Retype each entry. Leave every word as it is.

◆ ◆ ◆

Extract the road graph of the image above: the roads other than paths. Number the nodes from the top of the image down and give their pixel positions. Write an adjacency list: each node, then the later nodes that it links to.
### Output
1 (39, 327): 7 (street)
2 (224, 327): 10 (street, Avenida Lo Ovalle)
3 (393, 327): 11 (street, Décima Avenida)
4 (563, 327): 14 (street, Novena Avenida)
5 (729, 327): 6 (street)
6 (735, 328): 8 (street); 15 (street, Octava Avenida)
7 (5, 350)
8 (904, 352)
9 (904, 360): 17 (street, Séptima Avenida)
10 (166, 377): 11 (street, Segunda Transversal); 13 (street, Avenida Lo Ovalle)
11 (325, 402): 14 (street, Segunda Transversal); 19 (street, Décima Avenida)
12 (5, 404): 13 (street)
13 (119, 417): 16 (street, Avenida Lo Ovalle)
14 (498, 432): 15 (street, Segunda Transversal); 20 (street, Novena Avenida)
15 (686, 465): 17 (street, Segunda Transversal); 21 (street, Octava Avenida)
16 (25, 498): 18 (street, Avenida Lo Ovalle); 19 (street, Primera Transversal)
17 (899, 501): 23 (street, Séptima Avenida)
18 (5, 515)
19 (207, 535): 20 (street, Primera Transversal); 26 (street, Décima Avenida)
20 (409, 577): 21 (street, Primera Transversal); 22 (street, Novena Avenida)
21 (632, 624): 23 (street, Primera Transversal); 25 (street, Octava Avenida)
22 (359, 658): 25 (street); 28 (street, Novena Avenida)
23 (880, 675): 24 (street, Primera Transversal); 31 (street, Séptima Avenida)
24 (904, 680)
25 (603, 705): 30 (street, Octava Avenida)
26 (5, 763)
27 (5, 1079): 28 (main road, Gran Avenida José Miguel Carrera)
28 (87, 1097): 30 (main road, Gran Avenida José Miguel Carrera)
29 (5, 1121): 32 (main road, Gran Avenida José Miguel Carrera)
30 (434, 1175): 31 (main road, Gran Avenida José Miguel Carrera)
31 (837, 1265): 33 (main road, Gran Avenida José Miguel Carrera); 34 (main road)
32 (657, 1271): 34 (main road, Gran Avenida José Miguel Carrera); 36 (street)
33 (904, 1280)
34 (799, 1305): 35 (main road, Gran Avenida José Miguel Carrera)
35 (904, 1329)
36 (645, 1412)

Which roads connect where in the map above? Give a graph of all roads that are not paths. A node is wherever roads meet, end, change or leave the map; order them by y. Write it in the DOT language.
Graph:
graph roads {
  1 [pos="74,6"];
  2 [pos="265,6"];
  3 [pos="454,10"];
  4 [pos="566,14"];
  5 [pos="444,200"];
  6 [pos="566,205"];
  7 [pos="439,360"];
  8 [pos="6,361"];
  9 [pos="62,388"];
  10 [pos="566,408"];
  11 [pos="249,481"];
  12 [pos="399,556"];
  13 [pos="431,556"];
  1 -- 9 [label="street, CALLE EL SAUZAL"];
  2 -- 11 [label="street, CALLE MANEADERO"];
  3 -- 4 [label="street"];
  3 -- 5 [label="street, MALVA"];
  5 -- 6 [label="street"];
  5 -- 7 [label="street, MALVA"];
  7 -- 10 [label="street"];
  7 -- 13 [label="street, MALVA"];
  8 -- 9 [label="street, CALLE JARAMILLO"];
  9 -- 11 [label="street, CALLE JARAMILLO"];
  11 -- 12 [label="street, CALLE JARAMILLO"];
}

◆ ◆ ◆

▶ _Task solution_:
Extract the road graph of the image above: the roads other than paths. Number the nodes from the top of the image down and give their pixel positions. Write an adjacency list: each node, then the later nodes that it links to.
### Output
1 (39, 327): 7 (street)
2 (224, 327): 10 (street, Avenida Lo Ovalle)
3 (393, 327): 11 (street, Décima Avenida)
4 (563, 327): 14 (street, Novena Avenida)
5 (729, 327): 6 (street)
6 (735, 328): 8 (street); 15 (street, Octava Avenida)
7 (5, 350)
8 (904, 352)
9 (904, 360): 17 (street, Séptima Avenida)
10 (166, 377): 11 (street, Segunda Transversal); 13 (street, Avenida Lo Ovalle)
11 (325, 402): 14 (street, Segunda Transversal); 19 (street, Décima Avenida)
12 (5, 404): 13 (street)
13 (119, 417): 16 (street, Avenida Lo Ovalle)
14 (498, 432): 15 (street, Segunda Transversal); 20 (street, Novena Avenida)
15 (686, 465): 17 (street, Segunda Transversal); 21 (street, Octava Avenida)
16 (25, 498): 18 (street, Avenida Lo Ovalle); 19 (street, Primera Transversal)
17 (899, 501): 23 (street, Séptima Avenida)
18 (5, 515)
19 (207, 535): 20 (street, Primera Transversal); 26 (street, Décima Avenida)
20 (409, 577): 21 (street, Primera Transversal); 22 (street, Novena Avenida)
21 (632, 624): 23 (street, Primera Transversal); 25 (street, Octava Avenida)
22 (359, 658): 25 (street); 28 (street, Novena Avenida)
23 (880, 675): 24 (street, Primera Transversal); 31 (street, Séptima Avenida)
24 (904, 680)
25 (603, 705): 30 (street, Octava Avenida)
26 (5, 763)
27 (5, 1079): 28 (main road, Gran Avenida José Miguel Carrera)
28 (87, 1097): 30 (main road, Gran Avenida José Miguel Carrera)
29 (5, 1121): 32 (main road, Gran Avenida José Miguel Carrera)
30 (434, 1175): 31 (main road, Gran Avenida José Miguel Carrera)
31 (837, 1265): 33 (main road, Gran Avenida José Miguel Carrera); 34 (main road)
32 (657, 1271): 34 (main road, Gran Avenida José Miguel Carrera); 36 (street)
33 (904, 1280)
34 (799, 1305): 35 (main road, Gran Avenida José Miguel Carrera)
35 (904, 1329)
36 (645, 1412)

Which roads connect where in the map above? Give a graph of all roads that are not paths. A node is wherever roads meet, end, change or leave the map; order them by y. Write it in the DOT language.
Graph:
graph roads {
  1 [pos="74,6"];
  2 [pos="265,6"];
  3 [pos="454,10"];
  4 [pos="566,14"];
  5 [pos="444,200"];
  6 [pos="566,205"];
  7 [pos="439,360"];
  8 [pos="6,361"];
  9 [pos="62,388"];
  10 [pos="566,408"];
  11 [pos="249,481"];
  12 [pos="399,556"];
  13 [pos="431,556"];
  1 -- 9 [label="street, CALLE EL SAUZAL"];
  2 -- 11 [label="street, CALLE MANEADERO"];
  3 -- 4 [label="street"];
  3 -- 5 [label="street, MALVA"];
  5 -- 6 [label="street"];
  5 -- 7 [label="street, MALVA"];
  7 -- 10 [label="street"];
  7 -- 13 [label="street, MALVA"];
  8 -- 9 [label="street, CALLE JARAMILLO"];
  9 -- 11 [label="street, CALLE JARAMILLO"];
  11 -- 12 [label="street, CALLE JARAMILLO"];
}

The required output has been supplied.